Introduction
Is AIDS Completely Curable?
Yes, my research shows it is possible. As of 2010, approximately 34 million people have HIV globally. The present cure available for HIV is stem cell transplant from a person resistant to the virus and this has been achieved only once. The problems with the current cure are
1.) Screening of a person who is resistant to HIV virus
2.) Risk of infection in recipient

The question is how HIV spreads in our body. HIV can only replicate inside human cells. The process typically begins when a virus particle bumps into a cell that carries on its surface a special protein called CD4. The spikes on the surface of the virus particle stick to the CD4 and allow the viral envelope to fuse with the cell membrane. The contents of the HIV particle are then released into the cell, leaving the envelope behind. These HIV (retroviruses) attach to specific sites in human cells. Knowing these sites we can induce mutations in these sites to prevent HIV from attaching these cells.

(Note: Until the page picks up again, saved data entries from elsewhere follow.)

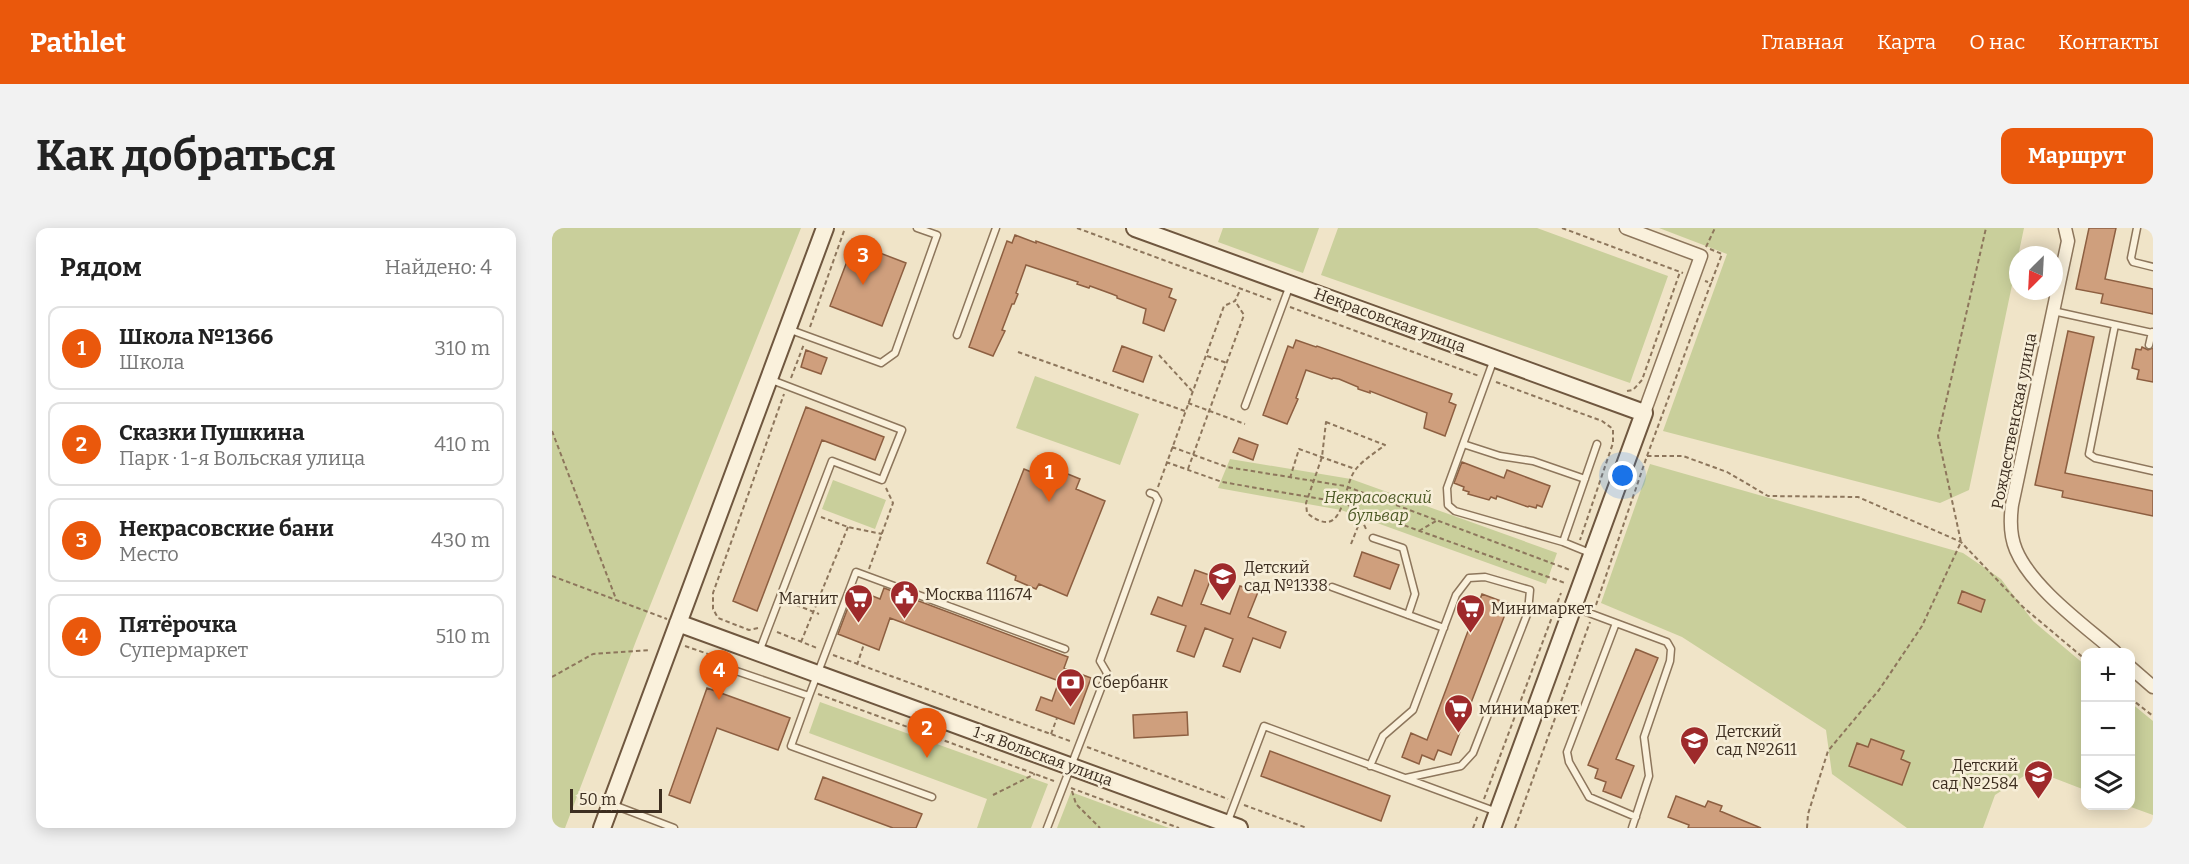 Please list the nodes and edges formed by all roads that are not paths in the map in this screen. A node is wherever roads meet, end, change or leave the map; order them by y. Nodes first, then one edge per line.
1 (825, 228) edge
2 (917, 228) edge
3 (996, 228) edge
4 (1135, 228) edge
5 (1626, 228) edge
6 (2066, 228) edge
7 (2137, 228) edge
8 (2153, 267) edge
9 (1290, 284) junction
10 (2053, 311) junction
11 (2115, 325) junction
12 (788, 328) junction
13 (2152, 333) edge
14 (957, 335) dead end
15 (2149, 345) dead end
16 (1494, 358) junction
17 (769, 379) junction
18 (1245, 406) dead end
19 (1644, 413) junction
20 (1463, 444) junction
21 (1597, 444) dead end
22 (2153, 471) edge
23 (1585, 479) junction
24 (1153, 494) road end
25 (1373, 538) dead end
26 (1563, 542) junction
27 (1585, 550) junction
28 (1332, 586) dead end
29 (1572, 607) junction
30 (1408, 615) junction
31 (678, 623) junction
32 (1616, 623) junction
33 (1444, 628) junction
34 (2111, 648) edge
35 (1065, 649) dead end
36 (759, 652) junction
37 (714, 660) road end
38 (2135, 670) edge
39 (817, 674) junction
40 (2151, 681) edge
41 (810, 694) junction
42 (1071, 765) junction
43 (1370, 766) junction
44 (1406, 778) junction
45 (932, 797) dead end
46 (611, 804) junction
47 (1490, 815) edge
48 (1636, 818) junction
49 (1233, 826) edge
50 (602, 828) edge
51 (674, 828) edge
52 (1047, 828) edge
53 (1632, 828) edge

1 - 12 street
2 - 12 lane
3 - 14 lane
4 - 9 street, Некрасовская улица
5 - 19 street
6 - 10 street, Рождественская улица
7 - 8 lane
9 - 16 street, Некрасовская улица
9 - 18 lane
10 - 11 lane
10 - 34 street, Рождественская улица
11 - 13 lane
11 - 22 lane
12 - 17 street
13 - 15 lane
16 - 19 street, Некрасовская улица
16 - 20 lane
17 - 31 street
17 - 36 lane
19 - 27 street
20 - 23 lane
20 - 26 lane
21 - 23 lane
23 - 26 lane
24 - 42 lane
25 - 30 lane
26 - 27 lane
27 - 29 street
28 - 30 lane
29 - 32 lane
29 - 47 street
30 - 33 lane
31 - 36 street, 1-я Вольская улица
31 - 46 street
32 - 48 lane
32 - 48 lane
33 - 43 lane
33 - 44 lane
35 - 39 lane
36 - 39 street, 1-я Вольская улица
37 - 41 lane
38 - 40 street
39 - 41 lane
39 - 42 street, 1-я Вольская улица
41 - 45 lane
42 - 49 street, 1-я Вольская улица
42 - 52 lane
43 - 44 lane
43 - 49 lane
44 - 47 lane
46 - 50 street
46 - 51 lane
48 - 53 lane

My research is with retrotransposons in yeast strains (S. cervisiae and S. pombe). The mechanism of replication of retrotransposons is quite similar to retroviruses (HIV). Getting insight about the site specificity of these retrotransposons we can conclusively find out the sites to which HIV can attach. These retrotransposons were studied & experimented for 14 properties (a density, t density, propeller twist, bend ability profile etc) using a DNA scanner tool.

RESULTS obtained are indicated in figure attached FIGURE No. 1 & FIGURE No. 2.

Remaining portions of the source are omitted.